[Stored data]

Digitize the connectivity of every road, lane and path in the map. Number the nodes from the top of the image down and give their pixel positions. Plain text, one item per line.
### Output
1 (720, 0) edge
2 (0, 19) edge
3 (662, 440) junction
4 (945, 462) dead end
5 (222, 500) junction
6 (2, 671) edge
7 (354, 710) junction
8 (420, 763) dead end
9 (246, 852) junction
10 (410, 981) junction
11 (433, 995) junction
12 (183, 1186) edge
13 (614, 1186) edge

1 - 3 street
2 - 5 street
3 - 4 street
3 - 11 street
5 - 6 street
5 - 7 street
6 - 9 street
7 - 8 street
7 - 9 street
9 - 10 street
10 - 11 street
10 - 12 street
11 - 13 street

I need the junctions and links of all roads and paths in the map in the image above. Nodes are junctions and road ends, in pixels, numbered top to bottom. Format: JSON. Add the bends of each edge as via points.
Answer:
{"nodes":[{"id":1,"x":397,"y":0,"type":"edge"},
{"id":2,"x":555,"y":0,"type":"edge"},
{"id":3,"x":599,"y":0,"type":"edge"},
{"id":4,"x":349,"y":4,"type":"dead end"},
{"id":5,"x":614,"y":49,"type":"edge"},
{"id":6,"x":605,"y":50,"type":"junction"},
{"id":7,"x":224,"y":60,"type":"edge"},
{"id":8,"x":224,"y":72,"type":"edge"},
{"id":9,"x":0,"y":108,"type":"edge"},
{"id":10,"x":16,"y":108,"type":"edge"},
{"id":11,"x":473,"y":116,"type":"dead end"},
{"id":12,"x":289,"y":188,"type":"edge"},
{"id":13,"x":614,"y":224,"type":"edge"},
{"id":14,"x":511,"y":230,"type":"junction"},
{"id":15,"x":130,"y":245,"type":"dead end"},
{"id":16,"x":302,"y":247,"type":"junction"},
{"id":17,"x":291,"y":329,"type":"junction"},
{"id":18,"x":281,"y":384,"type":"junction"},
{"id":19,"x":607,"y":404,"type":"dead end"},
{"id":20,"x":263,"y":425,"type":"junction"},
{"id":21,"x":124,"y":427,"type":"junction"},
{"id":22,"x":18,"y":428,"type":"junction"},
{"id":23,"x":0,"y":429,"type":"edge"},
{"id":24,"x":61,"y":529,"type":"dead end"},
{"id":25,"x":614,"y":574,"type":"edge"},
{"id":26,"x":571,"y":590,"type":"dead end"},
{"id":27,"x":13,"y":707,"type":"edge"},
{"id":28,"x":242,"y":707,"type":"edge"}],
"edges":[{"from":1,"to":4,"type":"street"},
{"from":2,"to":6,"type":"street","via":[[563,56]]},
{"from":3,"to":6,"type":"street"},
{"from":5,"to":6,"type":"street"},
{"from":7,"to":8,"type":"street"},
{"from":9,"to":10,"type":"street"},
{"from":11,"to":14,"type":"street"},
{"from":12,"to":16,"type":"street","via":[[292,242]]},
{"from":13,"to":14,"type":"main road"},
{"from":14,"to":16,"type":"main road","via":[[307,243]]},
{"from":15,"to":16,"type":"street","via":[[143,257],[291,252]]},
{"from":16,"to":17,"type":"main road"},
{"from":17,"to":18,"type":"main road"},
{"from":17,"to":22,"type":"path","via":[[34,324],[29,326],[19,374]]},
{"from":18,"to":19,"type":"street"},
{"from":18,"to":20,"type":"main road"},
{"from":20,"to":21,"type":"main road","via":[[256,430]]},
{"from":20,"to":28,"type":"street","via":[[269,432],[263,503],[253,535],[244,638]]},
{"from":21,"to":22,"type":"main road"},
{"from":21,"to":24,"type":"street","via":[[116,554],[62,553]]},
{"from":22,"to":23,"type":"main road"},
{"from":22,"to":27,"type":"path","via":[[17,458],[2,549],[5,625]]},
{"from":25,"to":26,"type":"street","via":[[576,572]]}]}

* * *

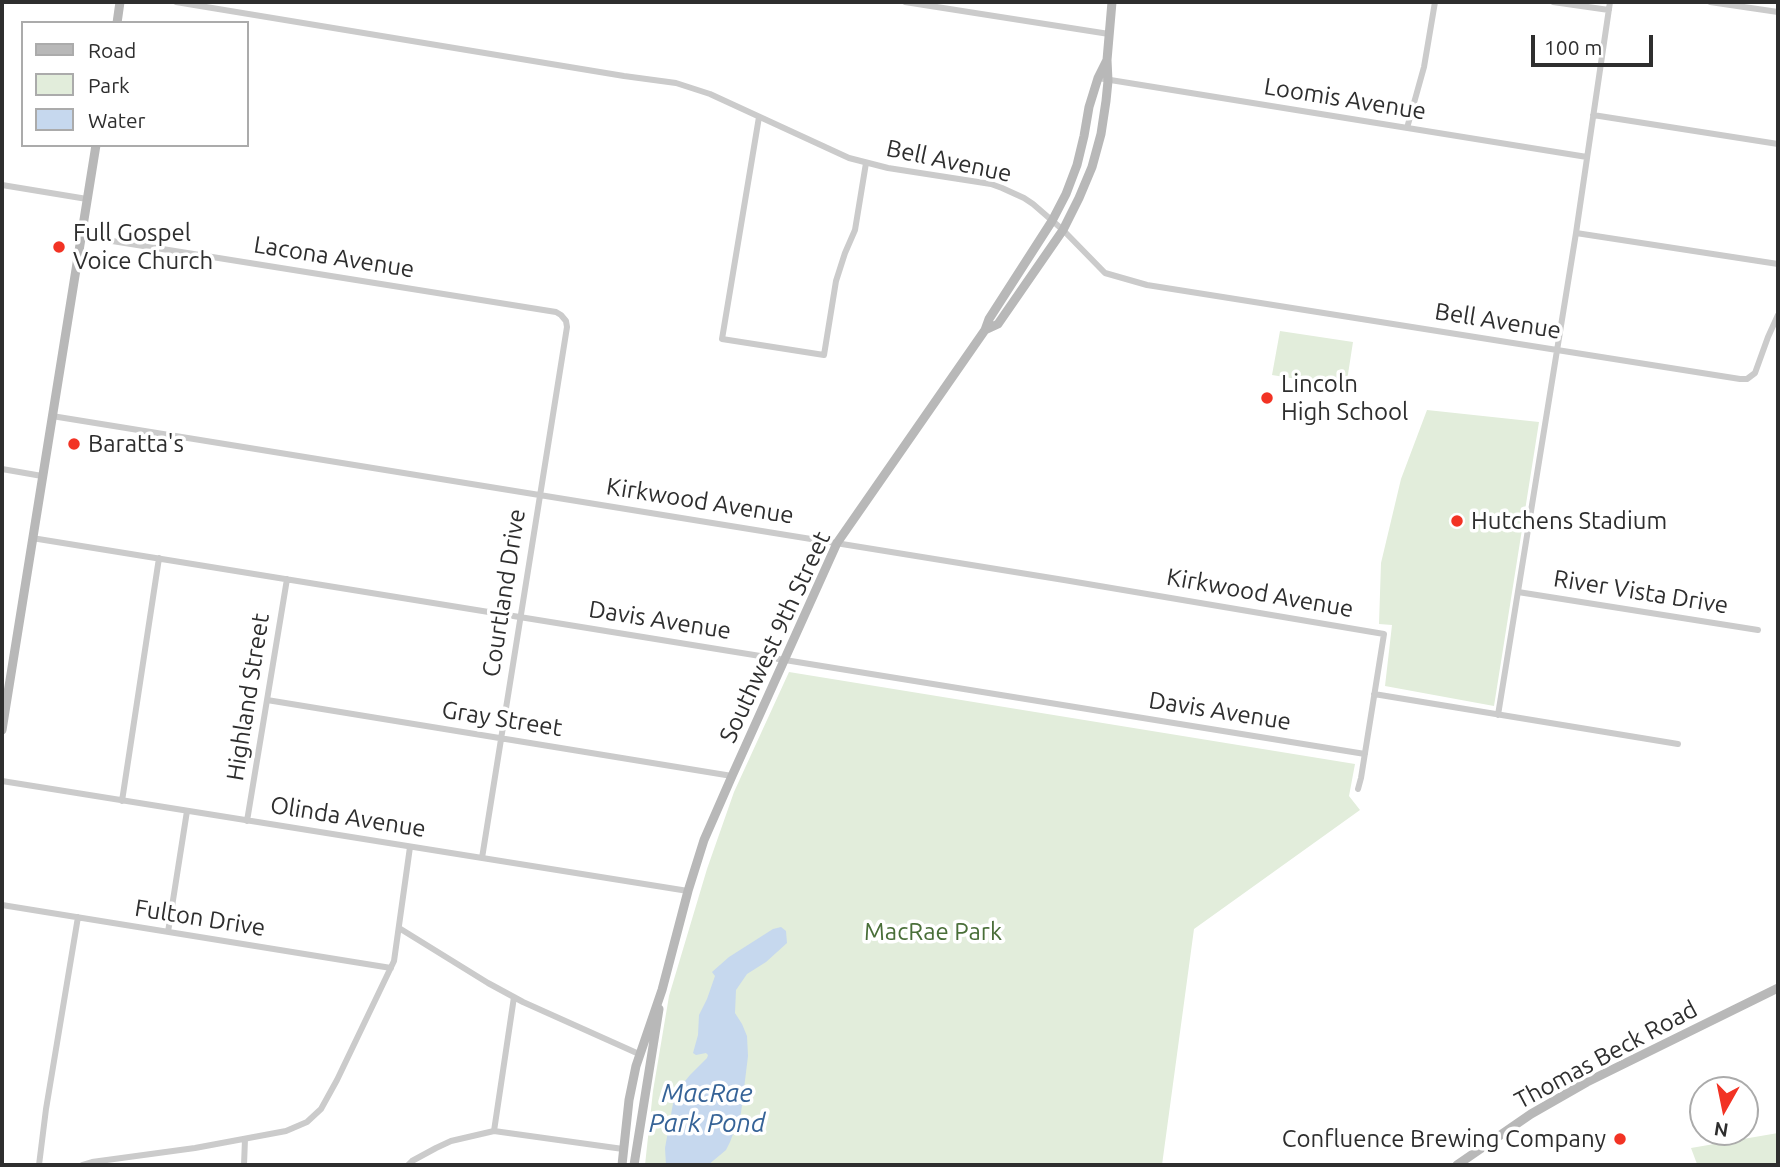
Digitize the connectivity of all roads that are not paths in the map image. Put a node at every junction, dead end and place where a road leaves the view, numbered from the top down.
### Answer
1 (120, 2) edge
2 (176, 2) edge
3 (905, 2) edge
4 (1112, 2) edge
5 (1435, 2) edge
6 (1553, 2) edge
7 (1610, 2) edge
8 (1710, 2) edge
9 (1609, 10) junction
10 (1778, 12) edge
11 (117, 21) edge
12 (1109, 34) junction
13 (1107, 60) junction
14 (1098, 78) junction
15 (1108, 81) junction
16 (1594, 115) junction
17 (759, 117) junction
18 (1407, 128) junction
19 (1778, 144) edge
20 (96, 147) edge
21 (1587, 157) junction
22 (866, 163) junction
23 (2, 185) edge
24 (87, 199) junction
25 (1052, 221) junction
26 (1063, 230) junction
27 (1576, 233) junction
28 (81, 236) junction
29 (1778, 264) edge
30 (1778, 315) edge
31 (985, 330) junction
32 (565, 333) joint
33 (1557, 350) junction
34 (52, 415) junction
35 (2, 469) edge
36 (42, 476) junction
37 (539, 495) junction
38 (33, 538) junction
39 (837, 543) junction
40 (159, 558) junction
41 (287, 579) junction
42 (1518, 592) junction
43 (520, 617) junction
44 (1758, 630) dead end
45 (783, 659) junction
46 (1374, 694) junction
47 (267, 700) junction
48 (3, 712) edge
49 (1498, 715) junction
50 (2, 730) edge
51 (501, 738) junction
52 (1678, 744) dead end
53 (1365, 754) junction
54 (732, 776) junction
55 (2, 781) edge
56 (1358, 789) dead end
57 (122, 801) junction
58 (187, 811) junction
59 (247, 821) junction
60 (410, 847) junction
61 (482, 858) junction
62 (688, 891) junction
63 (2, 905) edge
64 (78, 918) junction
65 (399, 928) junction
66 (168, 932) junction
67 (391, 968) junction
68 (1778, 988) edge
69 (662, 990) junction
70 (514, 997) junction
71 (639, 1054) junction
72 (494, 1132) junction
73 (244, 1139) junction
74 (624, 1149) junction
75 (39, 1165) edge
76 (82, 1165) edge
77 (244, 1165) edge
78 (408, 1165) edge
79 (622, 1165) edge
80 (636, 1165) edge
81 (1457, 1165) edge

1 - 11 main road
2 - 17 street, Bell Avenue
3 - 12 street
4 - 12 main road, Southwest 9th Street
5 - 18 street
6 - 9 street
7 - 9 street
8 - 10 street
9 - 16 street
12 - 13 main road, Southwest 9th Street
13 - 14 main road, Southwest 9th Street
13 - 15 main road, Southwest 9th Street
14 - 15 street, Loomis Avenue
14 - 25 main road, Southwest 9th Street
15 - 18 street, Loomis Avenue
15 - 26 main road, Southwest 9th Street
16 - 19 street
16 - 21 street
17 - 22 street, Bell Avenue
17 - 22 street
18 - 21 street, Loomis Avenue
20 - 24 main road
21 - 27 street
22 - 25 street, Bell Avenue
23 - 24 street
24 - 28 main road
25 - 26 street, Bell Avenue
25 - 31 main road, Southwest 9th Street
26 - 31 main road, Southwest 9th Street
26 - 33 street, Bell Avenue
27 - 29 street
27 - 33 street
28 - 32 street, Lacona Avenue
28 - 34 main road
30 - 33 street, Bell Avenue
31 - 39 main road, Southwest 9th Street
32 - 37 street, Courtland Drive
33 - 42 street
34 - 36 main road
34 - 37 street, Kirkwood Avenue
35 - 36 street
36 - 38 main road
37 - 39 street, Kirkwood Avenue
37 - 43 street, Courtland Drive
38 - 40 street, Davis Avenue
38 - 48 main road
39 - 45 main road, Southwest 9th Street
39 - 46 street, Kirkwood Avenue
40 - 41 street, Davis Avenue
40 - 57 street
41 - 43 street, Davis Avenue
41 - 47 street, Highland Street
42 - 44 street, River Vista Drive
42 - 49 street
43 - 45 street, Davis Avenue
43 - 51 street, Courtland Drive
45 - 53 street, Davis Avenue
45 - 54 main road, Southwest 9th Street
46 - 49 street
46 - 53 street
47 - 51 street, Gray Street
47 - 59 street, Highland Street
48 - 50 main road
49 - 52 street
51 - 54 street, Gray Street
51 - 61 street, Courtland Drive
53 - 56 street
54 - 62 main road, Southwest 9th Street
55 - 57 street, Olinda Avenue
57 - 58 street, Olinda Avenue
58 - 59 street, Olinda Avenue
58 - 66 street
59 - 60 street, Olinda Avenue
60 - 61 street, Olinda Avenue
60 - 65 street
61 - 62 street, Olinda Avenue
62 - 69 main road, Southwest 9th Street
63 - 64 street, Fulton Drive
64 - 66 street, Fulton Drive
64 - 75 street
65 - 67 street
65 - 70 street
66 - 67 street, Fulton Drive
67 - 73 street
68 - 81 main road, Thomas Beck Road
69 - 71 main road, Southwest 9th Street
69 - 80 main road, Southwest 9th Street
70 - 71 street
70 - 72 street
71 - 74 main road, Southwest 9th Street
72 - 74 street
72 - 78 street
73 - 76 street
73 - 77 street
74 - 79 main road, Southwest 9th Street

* [WORK REQUIRED] Reproduce every line in the records above that contains the word "Fulton".

* [ANSWER FOR THIS EXERCISE]
63 - 64 street, Fulton Drive
64 - 66 street, Fulton Drive
66 - 67 street, Fulton Drive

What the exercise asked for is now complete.